Часть 52 из 112 В начало
Для доступа к библиотеке пройдите авторизацию
— Ага. Ну да, — ксёндз откашлялся и вновь затянулся дымом. — Так вот, когда-то мы проводили подобное следствие. Ох, — отмахнулся он. — Следствие, слишком громко сказано. Но кое-что подобное.
— По делу Дароня?
— Нет. Нас весьма интересовали некие странные случаи. В сороковые годы, здесь, во Вроцлаве, Церкви очень насолил некий деятель PPR. Фамилию называть нет смысла. Этого пана потом застрелили мародеры в Дзержонёве. Что самое удивительное, его распознали как члена Гражданской Милиции в Валбржихе. Через год. Вроде бы ничего, может, брат, может, двойник, случайное подобие или ошибка кого-то из наших прихожан, либо же излишняя подозрительность какого-нибудь клирика… Вся проблема в том, что Церковь памятлива. Не в смысле мести, Боже упаси, но у нас дела остаются в памяти надолго. По-настоящему надолго.
— Тысячи лет?
— Не будем преувеличивать, — усмехнулся священник. — Но это еще не конец. Тот пан из милиции погиб под осыпавшимся терриконом в Валбжихе во время ливня, это случилось где-то в шестидесятых годах. И опять же, это еще не конец истории. Одна из прихожанок узнала его в 1979 году! В Немче. Тогда он был викарием тамошнего костела.

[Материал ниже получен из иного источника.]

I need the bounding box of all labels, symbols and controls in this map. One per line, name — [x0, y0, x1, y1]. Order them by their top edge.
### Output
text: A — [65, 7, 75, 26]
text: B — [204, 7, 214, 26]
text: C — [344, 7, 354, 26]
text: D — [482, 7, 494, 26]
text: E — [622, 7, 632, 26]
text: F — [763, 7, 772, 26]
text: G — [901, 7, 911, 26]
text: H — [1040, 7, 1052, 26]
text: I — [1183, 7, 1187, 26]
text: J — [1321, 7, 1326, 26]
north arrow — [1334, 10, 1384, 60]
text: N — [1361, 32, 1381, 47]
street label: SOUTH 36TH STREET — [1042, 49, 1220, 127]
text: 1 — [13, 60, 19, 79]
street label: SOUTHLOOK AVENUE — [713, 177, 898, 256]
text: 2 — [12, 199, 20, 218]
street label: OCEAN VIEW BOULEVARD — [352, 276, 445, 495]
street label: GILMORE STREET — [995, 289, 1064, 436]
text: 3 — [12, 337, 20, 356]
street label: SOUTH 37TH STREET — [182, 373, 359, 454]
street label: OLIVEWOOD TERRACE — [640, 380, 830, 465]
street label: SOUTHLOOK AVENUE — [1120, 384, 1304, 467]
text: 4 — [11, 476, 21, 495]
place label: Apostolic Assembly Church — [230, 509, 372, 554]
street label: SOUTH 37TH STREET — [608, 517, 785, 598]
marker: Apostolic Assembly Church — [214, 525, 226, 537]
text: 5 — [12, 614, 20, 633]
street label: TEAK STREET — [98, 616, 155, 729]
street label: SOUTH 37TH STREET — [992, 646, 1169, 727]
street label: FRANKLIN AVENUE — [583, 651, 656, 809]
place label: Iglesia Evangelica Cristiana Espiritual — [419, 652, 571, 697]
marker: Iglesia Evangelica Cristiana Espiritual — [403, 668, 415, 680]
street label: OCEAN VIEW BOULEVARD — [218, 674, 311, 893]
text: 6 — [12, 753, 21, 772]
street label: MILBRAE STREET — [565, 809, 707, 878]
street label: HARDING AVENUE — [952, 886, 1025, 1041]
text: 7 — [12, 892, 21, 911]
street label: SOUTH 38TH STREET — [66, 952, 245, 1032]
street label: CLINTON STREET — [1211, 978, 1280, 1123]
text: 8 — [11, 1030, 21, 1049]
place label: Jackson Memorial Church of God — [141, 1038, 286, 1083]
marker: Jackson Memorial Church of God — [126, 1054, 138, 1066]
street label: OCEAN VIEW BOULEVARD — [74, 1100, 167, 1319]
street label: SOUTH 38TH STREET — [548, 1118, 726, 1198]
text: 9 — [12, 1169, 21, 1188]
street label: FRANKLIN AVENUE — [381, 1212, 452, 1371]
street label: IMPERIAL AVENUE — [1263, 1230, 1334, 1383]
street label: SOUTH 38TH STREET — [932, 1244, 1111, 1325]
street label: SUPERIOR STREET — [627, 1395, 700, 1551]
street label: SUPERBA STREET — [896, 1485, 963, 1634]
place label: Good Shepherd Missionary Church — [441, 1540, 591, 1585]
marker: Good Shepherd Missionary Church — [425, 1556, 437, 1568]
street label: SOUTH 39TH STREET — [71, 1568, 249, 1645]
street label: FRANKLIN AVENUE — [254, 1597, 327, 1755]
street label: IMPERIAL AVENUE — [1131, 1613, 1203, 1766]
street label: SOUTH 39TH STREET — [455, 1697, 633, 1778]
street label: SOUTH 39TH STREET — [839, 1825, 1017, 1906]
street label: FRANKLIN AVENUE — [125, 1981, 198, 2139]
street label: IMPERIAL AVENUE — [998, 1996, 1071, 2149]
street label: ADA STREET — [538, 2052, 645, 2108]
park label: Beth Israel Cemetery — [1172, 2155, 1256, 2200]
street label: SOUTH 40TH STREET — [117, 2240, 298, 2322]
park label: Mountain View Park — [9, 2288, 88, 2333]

— Вааааааа! — расхохотался Василевский. — Вначале PPR, потом милиция, а затем и викарий. Он словно бы предугадывал будущее[38], - загоготал он еще громче. — Ну и выбирал соответствующие местечки.
— И уст моих вынул это, сын мой, — вежливо усмехнулся ксёндз. — Воистину, из уст вынул!
— Но ведь все это — большая куча глупостей!
— Дааа!? — улыбка неожиданно исчезла. — А Руди Шенк. С чего это он вдруг начал изучать современный польский язык в самый разгар войны?
— Что вы хотите этим сказать? — Василевский и сам пришел в себя. — Погодите… СОВРЕМЕННЫЙ язык? Не понял?
— Ха! Потому что Рудольф не был немцем.
— А кем же?
— Этого я не знаю. Он не был немцем. Не был и поляком тридцатых годов, не был и…
— Погодите, погодите. Что это еще за определение «поляк тридцатых годов»? — Василевский закурил вторую сигарету. — Я и так уже знаю, к чему вы все это ведете. Это я был Рудольфом Шенком, тем PPR-овцем, тем милиционером, а вдобавок ко всему — еще и викарием, правда? Это я был Робертом Даронем, которого, впрочем, сам же и убил. Это я соблазнил Риту Лауш, будучи перед тем самыми различными личностями, так?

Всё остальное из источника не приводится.